Presidential elections are scheduled for October and the current, unpopular interim President Michel Temer cannot run for office again.
Ex-President Lula da Silva, however, does want to run again. His supporters come from the political left and he sees himself as an advocate for the poor but during his tenure, corruption was flourishing. Another candidate with good prospects is Jair Messias Bolsonaro, a polarizing conservative figure who calls for a return to traditional Christian values.
Politics as a risk factor
Many in the business community currently see politics as the only risk factor in terms of economic development. "We are in a transition process," says Andre Clark, head of Siemens in Brazil. He is carefully optimistic.

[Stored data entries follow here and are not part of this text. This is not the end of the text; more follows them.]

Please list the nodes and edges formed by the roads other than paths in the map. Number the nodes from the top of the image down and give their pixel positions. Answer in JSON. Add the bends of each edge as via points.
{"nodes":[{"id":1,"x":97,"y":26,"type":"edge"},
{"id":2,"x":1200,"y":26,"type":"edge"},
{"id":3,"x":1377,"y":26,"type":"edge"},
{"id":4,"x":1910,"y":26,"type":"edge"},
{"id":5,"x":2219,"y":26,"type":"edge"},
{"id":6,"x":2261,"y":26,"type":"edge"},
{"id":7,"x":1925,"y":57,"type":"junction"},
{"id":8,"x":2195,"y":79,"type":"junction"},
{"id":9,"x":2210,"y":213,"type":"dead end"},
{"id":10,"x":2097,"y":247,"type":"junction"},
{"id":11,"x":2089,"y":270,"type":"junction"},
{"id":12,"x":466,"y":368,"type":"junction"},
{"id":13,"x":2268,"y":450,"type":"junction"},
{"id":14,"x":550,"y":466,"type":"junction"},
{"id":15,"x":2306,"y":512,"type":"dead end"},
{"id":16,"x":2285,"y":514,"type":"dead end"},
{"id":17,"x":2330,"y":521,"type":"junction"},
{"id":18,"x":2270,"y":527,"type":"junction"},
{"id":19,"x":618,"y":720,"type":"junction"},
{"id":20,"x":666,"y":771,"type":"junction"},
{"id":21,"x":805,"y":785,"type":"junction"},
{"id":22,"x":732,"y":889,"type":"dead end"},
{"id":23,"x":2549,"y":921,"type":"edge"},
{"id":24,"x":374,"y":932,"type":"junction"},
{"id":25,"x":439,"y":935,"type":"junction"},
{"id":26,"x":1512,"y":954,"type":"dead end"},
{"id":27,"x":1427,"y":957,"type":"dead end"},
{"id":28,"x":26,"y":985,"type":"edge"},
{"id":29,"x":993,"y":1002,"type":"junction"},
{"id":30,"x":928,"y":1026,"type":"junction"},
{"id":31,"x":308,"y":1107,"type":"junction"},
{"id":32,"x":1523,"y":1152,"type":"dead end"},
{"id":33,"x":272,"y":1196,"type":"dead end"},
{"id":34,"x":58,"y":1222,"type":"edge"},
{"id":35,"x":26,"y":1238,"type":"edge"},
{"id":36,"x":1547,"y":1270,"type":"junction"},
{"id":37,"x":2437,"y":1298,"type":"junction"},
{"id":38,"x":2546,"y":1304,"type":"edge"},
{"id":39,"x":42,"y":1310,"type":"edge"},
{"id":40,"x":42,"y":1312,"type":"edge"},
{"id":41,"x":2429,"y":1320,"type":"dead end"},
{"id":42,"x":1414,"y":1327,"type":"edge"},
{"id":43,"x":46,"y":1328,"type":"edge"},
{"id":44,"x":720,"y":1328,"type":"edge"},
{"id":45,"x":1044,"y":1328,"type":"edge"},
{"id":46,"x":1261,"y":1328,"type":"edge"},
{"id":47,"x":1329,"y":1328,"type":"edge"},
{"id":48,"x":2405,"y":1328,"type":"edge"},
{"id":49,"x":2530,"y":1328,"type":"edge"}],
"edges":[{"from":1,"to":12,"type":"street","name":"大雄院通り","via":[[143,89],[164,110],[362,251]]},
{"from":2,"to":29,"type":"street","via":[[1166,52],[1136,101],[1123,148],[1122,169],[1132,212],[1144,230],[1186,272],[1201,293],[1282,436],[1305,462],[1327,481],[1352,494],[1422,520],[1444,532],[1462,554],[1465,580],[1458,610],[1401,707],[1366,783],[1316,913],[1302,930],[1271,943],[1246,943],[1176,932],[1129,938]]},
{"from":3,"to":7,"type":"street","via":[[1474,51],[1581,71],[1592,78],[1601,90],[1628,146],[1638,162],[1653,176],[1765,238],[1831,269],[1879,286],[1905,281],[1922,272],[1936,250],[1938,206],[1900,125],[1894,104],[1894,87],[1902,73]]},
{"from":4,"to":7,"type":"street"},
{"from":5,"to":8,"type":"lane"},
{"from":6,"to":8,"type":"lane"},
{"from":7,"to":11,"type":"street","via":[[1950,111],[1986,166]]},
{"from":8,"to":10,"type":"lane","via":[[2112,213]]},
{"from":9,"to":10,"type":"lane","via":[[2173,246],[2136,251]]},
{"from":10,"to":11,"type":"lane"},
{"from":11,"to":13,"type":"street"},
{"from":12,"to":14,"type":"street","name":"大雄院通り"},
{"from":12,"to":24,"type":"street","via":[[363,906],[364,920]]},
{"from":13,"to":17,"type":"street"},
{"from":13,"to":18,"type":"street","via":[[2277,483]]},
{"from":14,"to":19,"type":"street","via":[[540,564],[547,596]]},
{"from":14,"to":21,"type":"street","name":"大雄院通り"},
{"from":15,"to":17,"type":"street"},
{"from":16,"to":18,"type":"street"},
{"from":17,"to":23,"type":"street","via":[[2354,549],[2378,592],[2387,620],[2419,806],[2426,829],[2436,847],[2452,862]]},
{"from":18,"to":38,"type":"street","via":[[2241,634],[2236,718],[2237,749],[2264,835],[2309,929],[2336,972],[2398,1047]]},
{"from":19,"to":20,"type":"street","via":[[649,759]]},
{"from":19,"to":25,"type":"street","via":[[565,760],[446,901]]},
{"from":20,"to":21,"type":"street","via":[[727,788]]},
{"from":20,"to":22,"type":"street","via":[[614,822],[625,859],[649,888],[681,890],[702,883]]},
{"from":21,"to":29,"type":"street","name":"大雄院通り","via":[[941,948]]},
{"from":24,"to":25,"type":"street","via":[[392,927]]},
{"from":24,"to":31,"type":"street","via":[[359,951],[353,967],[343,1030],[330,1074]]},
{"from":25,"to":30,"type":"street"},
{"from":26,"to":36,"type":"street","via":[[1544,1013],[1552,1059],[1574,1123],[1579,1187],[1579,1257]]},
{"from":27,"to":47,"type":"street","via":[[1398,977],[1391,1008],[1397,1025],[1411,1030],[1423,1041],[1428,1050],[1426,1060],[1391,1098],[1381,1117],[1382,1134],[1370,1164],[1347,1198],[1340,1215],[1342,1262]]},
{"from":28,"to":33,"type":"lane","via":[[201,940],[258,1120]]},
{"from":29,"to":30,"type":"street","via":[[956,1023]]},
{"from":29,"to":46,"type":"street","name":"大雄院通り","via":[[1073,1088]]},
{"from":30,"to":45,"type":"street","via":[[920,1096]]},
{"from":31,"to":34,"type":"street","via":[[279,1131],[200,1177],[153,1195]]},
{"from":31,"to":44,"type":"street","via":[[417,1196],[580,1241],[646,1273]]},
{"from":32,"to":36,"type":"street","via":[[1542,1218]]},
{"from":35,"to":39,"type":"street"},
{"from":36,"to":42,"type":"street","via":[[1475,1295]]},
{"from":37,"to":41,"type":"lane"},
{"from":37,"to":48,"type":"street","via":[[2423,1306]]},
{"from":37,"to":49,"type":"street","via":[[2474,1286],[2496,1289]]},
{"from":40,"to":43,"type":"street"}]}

"Brazil is opening up its markets and there are many opportunities," he says, explaining that more and more orders are coming in again at Siemens and that clients are investing. Clark expects an economic upturn that will last at least until 2020 and will create new jobs. "We believe in Brazil," he says.
Thomas Timm, head of the German Chamber of Industry and Commerce in Brazil, has a similar view and argues pragmatically. "Brazil needs to make overdue investments now in infrastructure, in the health care sector and in digitization."
He has been living and working in Brazil since the mid-1980s and has already experienced a few crises. "The last economic crisis was the worst, it pushed a lot of people into poverty. But now things are on the up again."
And then he talks about the special attitude of Brazilians. Despite the often difficult living conditions, the people are optimists and after all, the most populous country in Latin America has so much to offer.
"Just think about the many consumers," he says. "This market is of interest to many companies."